6. Un’immensa massa di profughi (3,6 milioni di persone) ha trovato riparo in Turchia. La quale ha ottenuto sei miliardi dall’Europa per mantenere questa povera gente in condizioni di semi-prigionia in campi squallidi. Questi uomini, donne e bambini sono vittime di tante cose: ma anche vittime dei giochi politici e delle viltà europee. Abbiamo una responsabilità.

7. La Turchia oggi è in crisi economica, l’opposizione rialza la testa nonostante Erdogan gliela tagli con la scimitarra degli arresti a strascico. Che fare? Vecchia storia. Il nemico esterno: i curdi sul confine siriano. Ha deciso così di creare una fascia sotto la sua protezione larga 35 km. È terra curda? Se la prende. Per farci che cosa? Insediare uno Stato islamico! Questo è lo scopo. Per questo l’Isis si è rifatta sotto. Ha liberato i prigionieri nelle carceri curde. Lavora per Erdogan. Nella fascia “liberata” i turchi deporteranno i profughi che hanno in casa, trasformati da siriani in erdoganiani, plasmabili da dirigenti prossimi all’Isis.

8. Erdogan può permetterselo. Il blocco delle forniture d’armi gli fa un baffo. Le minacce europee ne rafforzano l’immagine interna. Un popolo in sofferenza per l’embargo diventa più determinato a combattere. in questi ultimi anni ha giostrato trovando alleanza ora a Mosca ora a Washington, coltivando amicizia redditizia con il Qatar, ma anche con l’Ungheria di Orbán (il quale sostiene che Attila, l’eroe magiaro, era turco).

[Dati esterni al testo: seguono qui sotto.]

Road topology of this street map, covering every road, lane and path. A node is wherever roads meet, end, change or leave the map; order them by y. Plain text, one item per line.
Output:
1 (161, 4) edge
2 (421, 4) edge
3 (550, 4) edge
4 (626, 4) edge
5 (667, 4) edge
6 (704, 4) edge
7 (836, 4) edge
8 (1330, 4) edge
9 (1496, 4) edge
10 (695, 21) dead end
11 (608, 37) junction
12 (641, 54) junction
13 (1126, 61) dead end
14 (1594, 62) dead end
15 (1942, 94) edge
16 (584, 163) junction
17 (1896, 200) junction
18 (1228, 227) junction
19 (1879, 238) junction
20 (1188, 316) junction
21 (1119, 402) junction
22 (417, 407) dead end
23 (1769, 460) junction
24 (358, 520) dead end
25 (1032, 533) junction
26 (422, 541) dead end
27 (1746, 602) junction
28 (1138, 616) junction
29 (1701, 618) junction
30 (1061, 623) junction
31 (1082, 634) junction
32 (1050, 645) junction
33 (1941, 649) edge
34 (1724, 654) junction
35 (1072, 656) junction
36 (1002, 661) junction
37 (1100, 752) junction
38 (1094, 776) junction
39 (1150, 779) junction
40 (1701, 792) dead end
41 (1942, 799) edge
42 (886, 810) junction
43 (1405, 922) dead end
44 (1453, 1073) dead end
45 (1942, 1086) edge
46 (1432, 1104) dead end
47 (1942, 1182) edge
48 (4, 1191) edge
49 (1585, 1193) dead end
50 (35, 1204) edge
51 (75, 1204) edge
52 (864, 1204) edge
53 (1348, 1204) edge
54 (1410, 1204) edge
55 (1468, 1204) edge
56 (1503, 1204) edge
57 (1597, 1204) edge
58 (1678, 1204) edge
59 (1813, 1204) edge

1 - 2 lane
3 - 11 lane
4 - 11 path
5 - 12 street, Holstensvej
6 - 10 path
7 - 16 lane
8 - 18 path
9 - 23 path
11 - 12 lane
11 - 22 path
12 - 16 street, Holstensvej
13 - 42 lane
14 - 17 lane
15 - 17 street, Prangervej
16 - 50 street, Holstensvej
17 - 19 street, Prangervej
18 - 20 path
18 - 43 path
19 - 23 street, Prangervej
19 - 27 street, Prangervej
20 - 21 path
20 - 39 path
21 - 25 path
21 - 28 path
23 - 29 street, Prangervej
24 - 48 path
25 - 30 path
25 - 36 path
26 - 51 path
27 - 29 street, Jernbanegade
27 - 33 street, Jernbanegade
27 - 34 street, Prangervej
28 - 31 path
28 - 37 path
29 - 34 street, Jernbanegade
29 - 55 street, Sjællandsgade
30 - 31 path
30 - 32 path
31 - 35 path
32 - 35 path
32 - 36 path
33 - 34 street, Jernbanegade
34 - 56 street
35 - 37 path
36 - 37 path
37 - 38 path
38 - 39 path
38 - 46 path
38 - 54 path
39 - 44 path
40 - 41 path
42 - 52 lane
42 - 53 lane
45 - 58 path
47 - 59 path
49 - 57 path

9. Gli Usa hanno abbandonato il Mediterraneo di fatto, lasciando come proprie sentinelle, armate da loro fino ai denti, Arabia Saudita e Israele. Con Erdogan, Trump va a corrente alternata. E così ha abbandonato i curdi, pregando la Turchia di non mangiarseli tutti.

10. L’Europa? L’Europa fa ridere. Gli darà altri soldi, vedrete.

11. Quale soluzione? Come fermare questa invasione devastatrice del Califfo? Erdogan va fermato militarmente in Rojava. Va colpito. Altrimenti non finisce qui. Giostrerà ancora con il suo esercito e la sua capacità di ricatto.

12. Non basta l’indignazione se essa diventa l’alibi dell’inettitudine.